The trial court recognized that a compelling reason must be present in addition to the mitigating factors outweighing the aggravating factors, and explained its decision as follows:
In Megarel [sic], the Supreme Court stated these compelling reasons must be in addition to and separate from, the fact that the mitigating factors outweigh the aggravating factors. The Court finds that in the interest of justice the defendant should be sentenced one degree lower, i.e. as a 3rd degree offender. The Court takes into account the fact the jury acquitted the defendant of aggravated arson based on defendant's purposely or knowingly placing another in danger of death or bodily injury and of purposely destroying a building of another. The logical conclusion is the jury was not convinced the defendant intended serious harm to another. Therefore, the Court finds the interest of justice demands the defendant be sentenced as though convicted of a crime one degree lower.
This rationale does not adequately support a downgrading of the offense for sentencing purposes under N.J.S.A. 2C:44-1(f)(2). Presumably, as the trial court states, the jury acquitted defendant of the first two aggravated arson charges because he had not "purposely or knowingly" placed another in danger of death or bodily injury or destroyed the building of another. However, this "purposely or knowingly" requirement is not an element of the third charge of aggravated arson. Defendant was convicted of purposely starting the fire "[w]ith the purpose of collecting insurance for the destruction or damage to such property under circumstances which recklessly place any other person in danger of death or bodily injury."

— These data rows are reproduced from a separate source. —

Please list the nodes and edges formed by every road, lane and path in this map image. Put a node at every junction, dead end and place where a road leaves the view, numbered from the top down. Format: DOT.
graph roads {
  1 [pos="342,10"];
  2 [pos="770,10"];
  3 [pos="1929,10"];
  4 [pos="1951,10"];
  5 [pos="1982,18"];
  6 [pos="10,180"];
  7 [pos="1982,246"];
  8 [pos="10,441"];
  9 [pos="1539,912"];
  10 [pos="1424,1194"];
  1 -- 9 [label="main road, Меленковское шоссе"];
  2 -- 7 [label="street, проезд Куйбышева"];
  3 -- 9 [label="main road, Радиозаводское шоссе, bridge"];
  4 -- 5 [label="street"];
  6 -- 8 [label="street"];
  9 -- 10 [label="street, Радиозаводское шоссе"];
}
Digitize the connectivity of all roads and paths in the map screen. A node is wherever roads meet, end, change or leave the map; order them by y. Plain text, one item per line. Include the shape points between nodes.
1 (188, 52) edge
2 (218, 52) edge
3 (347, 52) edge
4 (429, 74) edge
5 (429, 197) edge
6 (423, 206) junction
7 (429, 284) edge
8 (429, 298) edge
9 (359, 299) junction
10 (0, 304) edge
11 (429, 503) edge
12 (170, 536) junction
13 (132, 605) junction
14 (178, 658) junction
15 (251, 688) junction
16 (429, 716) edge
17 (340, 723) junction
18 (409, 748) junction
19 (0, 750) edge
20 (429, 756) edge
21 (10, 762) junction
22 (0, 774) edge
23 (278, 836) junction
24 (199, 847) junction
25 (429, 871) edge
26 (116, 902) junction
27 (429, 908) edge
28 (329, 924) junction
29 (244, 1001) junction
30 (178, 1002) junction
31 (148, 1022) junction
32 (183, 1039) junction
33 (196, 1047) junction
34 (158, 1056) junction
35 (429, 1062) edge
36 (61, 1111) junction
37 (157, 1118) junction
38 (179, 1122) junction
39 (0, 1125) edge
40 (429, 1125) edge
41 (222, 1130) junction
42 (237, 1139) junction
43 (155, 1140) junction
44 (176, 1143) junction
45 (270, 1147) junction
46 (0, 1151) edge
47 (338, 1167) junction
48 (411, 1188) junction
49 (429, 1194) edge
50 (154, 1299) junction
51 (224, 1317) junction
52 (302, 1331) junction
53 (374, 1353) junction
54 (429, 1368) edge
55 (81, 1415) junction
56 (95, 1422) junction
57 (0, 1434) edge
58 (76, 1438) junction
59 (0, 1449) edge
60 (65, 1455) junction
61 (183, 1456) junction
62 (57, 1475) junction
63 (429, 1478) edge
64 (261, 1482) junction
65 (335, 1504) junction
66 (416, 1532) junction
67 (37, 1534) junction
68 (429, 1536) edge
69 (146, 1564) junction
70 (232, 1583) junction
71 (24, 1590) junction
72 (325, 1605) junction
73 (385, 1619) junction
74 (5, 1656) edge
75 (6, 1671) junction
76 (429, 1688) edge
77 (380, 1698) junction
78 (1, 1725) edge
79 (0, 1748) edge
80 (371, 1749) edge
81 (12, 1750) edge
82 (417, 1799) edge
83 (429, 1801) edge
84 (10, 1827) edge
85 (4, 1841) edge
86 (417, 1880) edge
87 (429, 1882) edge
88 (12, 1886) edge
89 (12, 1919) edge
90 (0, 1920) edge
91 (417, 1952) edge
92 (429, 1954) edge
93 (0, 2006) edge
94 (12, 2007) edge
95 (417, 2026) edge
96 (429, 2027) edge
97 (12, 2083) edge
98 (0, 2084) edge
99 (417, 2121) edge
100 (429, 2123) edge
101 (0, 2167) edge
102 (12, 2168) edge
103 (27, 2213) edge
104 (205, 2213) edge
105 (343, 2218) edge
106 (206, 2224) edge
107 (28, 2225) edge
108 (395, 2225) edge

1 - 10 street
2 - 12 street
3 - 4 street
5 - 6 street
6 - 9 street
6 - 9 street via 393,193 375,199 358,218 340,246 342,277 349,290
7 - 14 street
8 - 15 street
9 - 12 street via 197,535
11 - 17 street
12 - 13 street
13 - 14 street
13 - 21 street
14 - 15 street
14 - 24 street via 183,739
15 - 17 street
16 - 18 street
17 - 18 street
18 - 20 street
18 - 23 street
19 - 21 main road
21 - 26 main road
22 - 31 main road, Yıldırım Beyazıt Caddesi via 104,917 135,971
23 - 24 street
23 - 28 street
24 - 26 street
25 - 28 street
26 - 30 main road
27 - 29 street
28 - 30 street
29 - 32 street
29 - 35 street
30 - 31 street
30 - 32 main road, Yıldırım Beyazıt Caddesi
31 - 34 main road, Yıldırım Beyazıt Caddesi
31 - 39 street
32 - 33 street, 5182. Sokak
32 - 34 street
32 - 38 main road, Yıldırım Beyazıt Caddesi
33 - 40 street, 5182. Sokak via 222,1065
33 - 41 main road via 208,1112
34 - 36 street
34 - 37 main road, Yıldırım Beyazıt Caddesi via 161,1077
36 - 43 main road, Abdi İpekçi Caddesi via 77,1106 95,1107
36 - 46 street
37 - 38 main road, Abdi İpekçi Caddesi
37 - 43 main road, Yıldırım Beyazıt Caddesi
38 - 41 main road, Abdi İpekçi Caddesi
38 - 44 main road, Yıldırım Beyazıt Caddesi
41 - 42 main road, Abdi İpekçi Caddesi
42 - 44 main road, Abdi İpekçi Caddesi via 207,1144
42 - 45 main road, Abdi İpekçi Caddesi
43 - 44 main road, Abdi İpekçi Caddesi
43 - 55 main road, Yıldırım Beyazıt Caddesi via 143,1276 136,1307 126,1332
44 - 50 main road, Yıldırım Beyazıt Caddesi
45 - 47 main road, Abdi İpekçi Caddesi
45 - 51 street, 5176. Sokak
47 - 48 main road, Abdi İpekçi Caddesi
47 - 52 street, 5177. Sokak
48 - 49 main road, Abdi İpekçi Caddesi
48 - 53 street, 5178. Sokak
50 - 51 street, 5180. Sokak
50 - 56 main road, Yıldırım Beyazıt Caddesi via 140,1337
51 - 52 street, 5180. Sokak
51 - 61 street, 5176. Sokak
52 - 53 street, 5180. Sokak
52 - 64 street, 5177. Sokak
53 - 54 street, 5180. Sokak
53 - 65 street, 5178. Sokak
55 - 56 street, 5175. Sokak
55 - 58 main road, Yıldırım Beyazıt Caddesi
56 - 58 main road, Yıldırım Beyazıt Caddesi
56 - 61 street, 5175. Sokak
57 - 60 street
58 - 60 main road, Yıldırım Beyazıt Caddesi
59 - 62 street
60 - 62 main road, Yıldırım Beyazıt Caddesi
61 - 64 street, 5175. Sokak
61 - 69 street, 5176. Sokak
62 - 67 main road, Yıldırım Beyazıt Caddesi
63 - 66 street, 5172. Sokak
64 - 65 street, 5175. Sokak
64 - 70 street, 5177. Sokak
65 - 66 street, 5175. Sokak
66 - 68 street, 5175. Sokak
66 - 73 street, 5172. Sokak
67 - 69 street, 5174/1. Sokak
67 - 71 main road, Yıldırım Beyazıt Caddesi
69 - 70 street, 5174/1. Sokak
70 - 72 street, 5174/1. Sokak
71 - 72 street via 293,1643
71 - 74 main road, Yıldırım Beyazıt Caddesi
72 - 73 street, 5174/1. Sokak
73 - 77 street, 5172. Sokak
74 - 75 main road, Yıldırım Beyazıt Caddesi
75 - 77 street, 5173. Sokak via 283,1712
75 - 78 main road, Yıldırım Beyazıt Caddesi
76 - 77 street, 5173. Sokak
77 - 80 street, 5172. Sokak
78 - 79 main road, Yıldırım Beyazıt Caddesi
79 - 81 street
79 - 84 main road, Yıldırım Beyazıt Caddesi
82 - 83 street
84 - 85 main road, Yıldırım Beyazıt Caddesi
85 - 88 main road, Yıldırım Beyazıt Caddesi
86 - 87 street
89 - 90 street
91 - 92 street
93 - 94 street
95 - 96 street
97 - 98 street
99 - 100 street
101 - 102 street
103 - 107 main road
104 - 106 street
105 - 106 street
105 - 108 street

N.J.S.A. 2C:17-1(a)(3) (emphasis supplied). The facts in the record support that verdict. We recognize that defendant was acquitted of the more heinous charges against him. However, the Legislature has determined that even arson that recklessly places another in danger when done to secure insurance proceeds is a second degree offense. As a result, some compelling reason, other than that the conduct did not meet the purposefully or knowingly requirement, must be shown to downgrade the offense.
After a careful review of the record including arguments of counsel and the trial court's analysis of the sentence, we find no compelling reasons for the downgrade. The circumstances of the crime indicate that defendant deliberately set a fire in his apartment and left the multifamily building without taking any steps to alert anyone to the presence of the fire or to attempt to put the fire out. The potential for harm was grave. He took these steps in order to collect insurance money from his renter's insurance policy. He was the sole instigator and participant in the crime. We find no compelling reasons indicating that the interests of justice demand that the aggravated arson charge be downgraded. Accordingly, we vacate the sentence on count one, aggravated arson.
We affirm the conviction, and we remand for resentencing on count one in accordance with this opinion.